Есть минуты, въ которыя вдохновеніе посѣщаетъ людей вовсе безъ дарованій. Рубанъ написалъ цѣлыя книги стиховъ, давно уже забытыхъ, и былъ поэтомъ въ одной надписи. Ждите же и надѣйтесь, нижніе чины Рускаго Парнасса!
Одинъ молодой словесникъ сказалъ, что просвѣщенная Европа ушла отъ насъ впередъ роковыми двѣнадцатью днями. Очень жаль, что молодой нашъ словесникъ не родился ранѣе двѣнадцатью роковыми днями, если этого времени достаточно для возмужалости.

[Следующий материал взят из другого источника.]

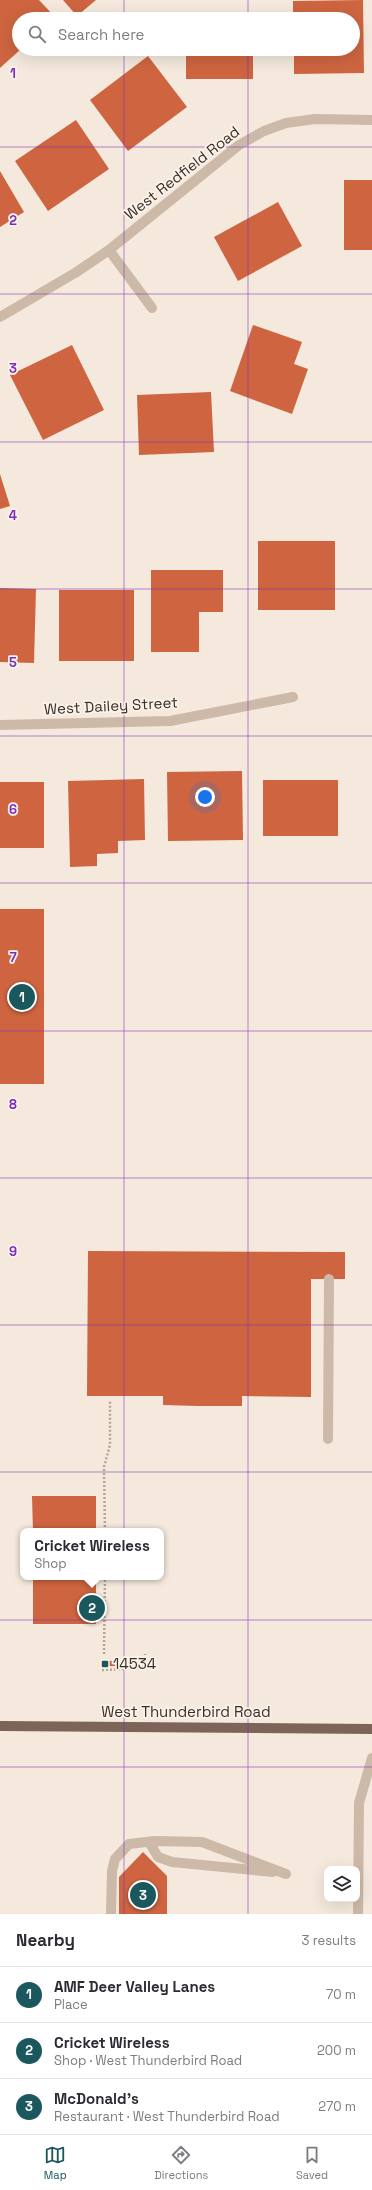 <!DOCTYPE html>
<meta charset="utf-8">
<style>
:root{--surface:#fff;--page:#f2f2f3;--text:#2b2b33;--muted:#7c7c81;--line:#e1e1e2;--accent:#1a585e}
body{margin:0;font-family:"Space Grotesk",sans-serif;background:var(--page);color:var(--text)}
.controls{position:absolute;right:12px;bottom:12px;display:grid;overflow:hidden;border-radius:8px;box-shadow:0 4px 16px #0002}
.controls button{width:36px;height:36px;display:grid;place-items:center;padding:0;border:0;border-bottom:1px solid var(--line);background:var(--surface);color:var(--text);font:20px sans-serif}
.you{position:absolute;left:205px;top:797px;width:14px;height:14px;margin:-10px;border:3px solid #fff;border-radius:50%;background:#1a73e8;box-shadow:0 0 0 6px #1a73e833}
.badge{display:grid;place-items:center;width:26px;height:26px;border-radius:50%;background:var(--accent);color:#fff;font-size:13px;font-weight:700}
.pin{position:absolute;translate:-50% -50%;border:2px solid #fff;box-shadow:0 1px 4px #0006}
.popup{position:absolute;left:20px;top:1528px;width:144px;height:52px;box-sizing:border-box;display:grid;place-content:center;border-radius:8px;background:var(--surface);filter:drop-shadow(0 1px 3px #0005);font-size:13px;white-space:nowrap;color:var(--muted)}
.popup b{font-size:15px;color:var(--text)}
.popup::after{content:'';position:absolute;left:50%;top:100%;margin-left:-8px;border:8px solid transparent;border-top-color:var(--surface)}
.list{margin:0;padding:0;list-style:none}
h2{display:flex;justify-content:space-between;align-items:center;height:52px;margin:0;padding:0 16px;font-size:17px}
h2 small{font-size:13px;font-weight:400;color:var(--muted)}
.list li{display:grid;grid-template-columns:26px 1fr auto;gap:12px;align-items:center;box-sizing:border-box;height:56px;padding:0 16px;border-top:1px solid var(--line)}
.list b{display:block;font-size:15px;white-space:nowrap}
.list p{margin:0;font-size:13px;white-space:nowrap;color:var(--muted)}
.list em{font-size:13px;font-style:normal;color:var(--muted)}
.icon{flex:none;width:22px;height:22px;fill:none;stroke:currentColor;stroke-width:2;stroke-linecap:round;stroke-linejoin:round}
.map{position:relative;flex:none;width:372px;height:1914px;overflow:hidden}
.search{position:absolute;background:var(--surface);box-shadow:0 4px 16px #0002;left:12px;right:12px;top:12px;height:44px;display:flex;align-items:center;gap:10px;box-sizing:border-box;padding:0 14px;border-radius:22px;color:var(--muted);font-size:15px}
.sheet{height:220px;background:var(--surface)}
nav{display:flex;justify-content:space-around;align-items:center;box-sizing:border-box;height:56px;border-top:1px solid var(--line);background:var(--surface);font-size:11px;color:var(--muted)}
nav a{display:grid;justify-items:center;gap:2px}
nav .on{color:var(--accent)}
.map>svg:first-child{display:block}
.building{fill:#ce6540}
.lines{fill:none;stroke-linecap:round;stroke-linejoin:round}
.path{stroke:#b9a391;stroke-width:2.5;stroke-dasharray:2 2;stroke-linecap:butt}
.minor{stroke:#cdb9a7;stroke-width:10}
.major{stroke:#7c6558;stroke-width:10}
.grid{fill:none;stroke:#7b2cbf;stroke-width:1;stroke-opacity:0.55}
.poi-dot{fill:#1a585e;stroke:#fbf3e9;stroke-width:1.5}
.labels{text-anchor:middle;stroke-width:3.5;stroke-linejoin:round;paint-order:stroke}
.street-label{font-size:15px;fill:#392e28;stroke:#fbf3e9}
.poi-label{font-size:15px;fill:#392e28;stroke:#fbf3e9;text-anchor:start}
.grid-label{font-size:13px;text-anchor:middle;font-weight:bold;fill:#7b2cbf;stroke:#fbf3e9;stroke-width:3.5;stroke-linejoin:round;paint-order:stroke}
</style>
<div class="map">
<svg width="372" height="1914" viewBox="0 0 372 1914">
<rect width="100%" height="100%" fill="#f4e9dc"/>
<g class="building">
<path d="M0 0H39L55 17 52 19H19V49H21L0 68Z"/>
<path d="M63 0H96L77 16Z"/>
<path d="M363 0 364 73 294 74V49H353V19H293V1Z"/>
<rect x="186" y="49" width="67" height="30"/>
<path d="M148 56 187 107 128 151 90 100Z"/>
<path d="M76 120 109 169 48 211 15 161Z"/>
<path d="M0 171 24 212 0 227Z"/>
<rect x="344" y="180" width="28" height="70"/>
<path d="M278 202 302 246 238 281 214 237Z"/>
<path d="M253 325 302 342 294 364 308 369 292 414 230 391Z"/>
<path d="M72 345 104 410 43 440 10 375Z"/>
<path d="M211 392 214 452 139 455 137 395Z"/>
<path d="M0 474 10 506 0 509Z"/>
<rect x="258" y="541" width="77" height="69"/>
<path d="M151 570H223V612H199V652H151Z"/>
<path d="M0 588 36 589 34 663 0 662Z"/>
<rect x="59" y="590" width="75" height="71"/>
<path d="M242 771 243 840 168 841 167 772Z"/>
<path d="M144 779 145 840 118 841V853L97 854V866L70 867 68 781Z"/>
<rect x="263" y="780" width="75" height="56"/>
<rect x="0" y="782" width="44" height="66"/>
<rect x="0" y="909" width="44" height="175"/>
<path d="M88 1251 345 1252V1279H311V1397L242 1396V1406H198L163 1405V1396H87Z"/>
<path d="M32 1496H96V1531H33Z"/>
<rect x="33" y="1577" width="63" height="47"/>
<path d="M102 1661H117V1666H101Z"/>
<path d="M143 1852 167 1876V1914H119V1877Z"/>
</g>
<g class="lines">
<g class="path">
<path d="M105 1531 104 1467 110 1445V1401"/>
<path d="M104 1654 105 1577"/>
<path d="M102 1670 145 1668V1654"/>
</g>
<g class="minor">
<path d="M109 250 152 308"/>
<path d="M0 317 75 273 109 250 239 145 264 131 286 123 315 119 372 120"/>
<path d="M0 725 170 721 293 697"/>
<path d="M328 1439 329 1279"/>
<path d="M149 1842 158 1857 172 1862 273 1872"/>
<path d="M111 1914 112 1871 115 1859 129 1844 155 1841 202 1842 286 1874"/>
<path d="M358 1914 359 1803 372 1758"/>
</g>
<path class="major" d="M0 1726 372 1729"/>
</g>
<path class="grid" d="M124 0V19M248 0V19M124 49V1914M248 49V1914M0 147H372M0 294H372M0 442H372M0 589H372M0 736H372M0 883H372M0 1031H372M0 1178H372M0 1325H372M0 1472H372M0 1620H372M0 1767H372"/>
<rect class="poi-dot" x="101" y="1660" width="8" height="8" rx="2"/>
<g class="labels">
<g class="street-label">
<text transform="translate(182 173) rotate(-38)" y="5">West Redfield Road</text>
<text transform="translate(111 706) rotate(-3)" y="5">West Dailey Street</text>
<text x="186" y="1717">West Thunderbird Road</text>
</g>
<g class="poi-label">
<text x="113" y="1669">14534</text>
</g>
</g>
<g class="grid-label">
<text x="13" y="78">1</text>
<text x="13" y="225">2</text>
<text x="13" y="373">3</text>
<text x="13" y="520">4</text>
<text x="13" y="667">5</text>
<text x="13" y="814">6</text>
<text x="13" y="962">7</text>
<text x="13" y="1109">8</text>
<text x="13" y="1256">9</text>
</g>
</svg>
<div class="controls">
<button><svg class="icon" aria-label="layers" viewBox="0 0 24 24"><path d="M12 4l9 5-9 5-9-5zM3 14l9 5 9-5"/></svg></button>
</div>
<div class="you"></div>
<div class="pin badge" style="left:22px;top:997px">1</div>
<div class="pin badge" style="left:92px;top:1608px">2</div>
<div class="popup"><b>Cricket Wireless</b>Shop</div>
<div class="pin badge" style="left:143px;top:1895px">3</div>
<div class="search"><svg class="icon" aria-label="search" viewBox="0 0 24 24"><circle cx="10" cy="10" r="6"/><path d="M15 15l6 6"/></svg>Search here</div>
</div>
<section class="sheet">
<h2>Nearby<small>3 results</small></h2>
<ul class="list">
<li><span class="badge">1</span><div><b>AMF Deer Valley Lanes</b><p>Place</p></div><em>70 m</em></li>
<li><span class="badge">2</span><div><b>Cricket Wireless</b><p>Shop · West Thunderbird Road</p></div><em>200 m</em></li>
<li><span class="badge">3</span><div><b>McDonald's</b><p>Restaurant · West Thunderbird Road</p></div><em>270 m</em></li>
</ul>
</section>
<nav>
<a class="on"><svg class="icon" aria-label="map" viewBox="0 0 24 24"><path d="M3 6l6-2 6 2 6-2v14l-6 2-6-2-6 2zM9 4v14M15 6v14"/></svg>Map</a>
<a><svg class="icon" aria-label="directions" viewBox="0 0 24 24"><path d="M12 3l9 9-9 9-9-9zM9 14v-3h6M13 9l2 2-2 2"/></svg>Directions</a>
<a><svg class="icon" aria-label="saved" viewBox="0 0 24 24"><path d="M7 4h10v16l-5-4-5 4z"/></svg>Saved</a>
</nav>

«Ничто не ново подъ луною!» подумалъ я недавно, слушая новый Французскій водевиль, въ которомъ почти что рѣчь, то игра словъ. Если бы гг. Парижскіе водевиллисты-каламбуристы знали или вспомнили, что Англійскіе писатели слишкомъ за двѣсти лѣтъ до нихъ ввели въ драматическія свои сочиненія игру словъ, извѣстную нынѣ подъ названіемъ каламбуровъ; то какъ бы поумалилась въ нихъ гордость изобрѣтателей! Потребуютъ ли доказательствъ? пусть развернутъ на удачу творенія Шекспира: тамъ, почти въ каждой трагедіи, и рѣшительно въ каждой комедіи, есть цѣлыя явленія, составленныя изъ игры словъ. Такъ, между прочимъ, въ трагедіи: Ромео и Юлія, Ромео и Меркуціо, не смотря на важность цѣли, для которой они сошлись, въ продолженіе почти цѣлаго явленія[1] говорятъ каламбуры другъ другу. — Впрочемъ, честь изобрѣтенія каламбуровъ принадлежитъ и не Англичанамъ: Итальянцы прежде ихъ отличались сею игрою словъ. Въ Римѣ, Пасквино и Морфоріо уже нѣсколько столѣтій пересылаются каламбурами. Одинъ изъ ихъ старинныхъ каламбуровъ очень остроуменъ и забавенъ; онъ былъ сдѣланъ на нѣкотораго Папу, преданнаго Французамъ. Пасквино въ одно утро явился съ попугаемъ, и всѣ прохожіе останавливались и говорили: Ecco un papagallo![2] — Въ Итальянскихъ стихахъ лучшаго вѣка ихъ поэзіи, часто находимъ игру словъ. Петрарка въ своихъ сонетахъ дѣлалъ каламбуры изъ именъ Лауры, предмета своей страсти, и Колонны, своего благодѣтеля: зеленый лавръ и высокая колонна упали! говоритъ онъ, оплакивая смерть ихъ. Самъ важный Макіавель написалъ каламбурическіе стихи на подвигъ Пьетра Каннони, противоставшаго съ толпою Флорентинскаго народа Карлу VIII и войскамъ Французскимъ{*}. — Повторю: «ни что не ново подъ луною!»
{* Lo strepito delle armee dei cavalli
Non puote far che non fosse sentita
La vuoe d’un Gapon fra tanti Chilli.
Machiavele, Decennali.}
Кто любитъ людей, тотъ любитъ и нравственныя ихъ наслажденія. Изъ любви къ человѣчеству, пожелаемъ, чтобъ вѣки будущіе не столь были скупы на поэтовъ-геніевъ, какъ вѣки минувшіе.
«Посредственность, подчищенная и приглаженная, безъ пятенъ и безъ красотъ, обрекается на равнодушіе и забвеніе.» (Lady Morgan, Italy) Сколько есть у насъ стихотворцевъ, которые, вовсе не знаясь съ вдохновеніемъ и не заботясь ни о мысляхъ, ни о чувствованіяхъ, все достоинство поэзіи полагаютъ въ гладкости и плавности стиховъ. Слышите ли, гг, этотъ строгій приговоръ Англичанки?
«Чѣмъ отдариваетъ земля небу за благотворные лучи солнца и капли дождя? — Пылью своею», сказалъ однажды Суворовъ, говоря о неблагодарности. Пусть это и правда; но небо разгоняетъ пыль движеніемъ воздуха, или новымъ дождемъ прибиваетъ ее опятъ къ землѣ: все же черна отъ пыли земли, а не небо.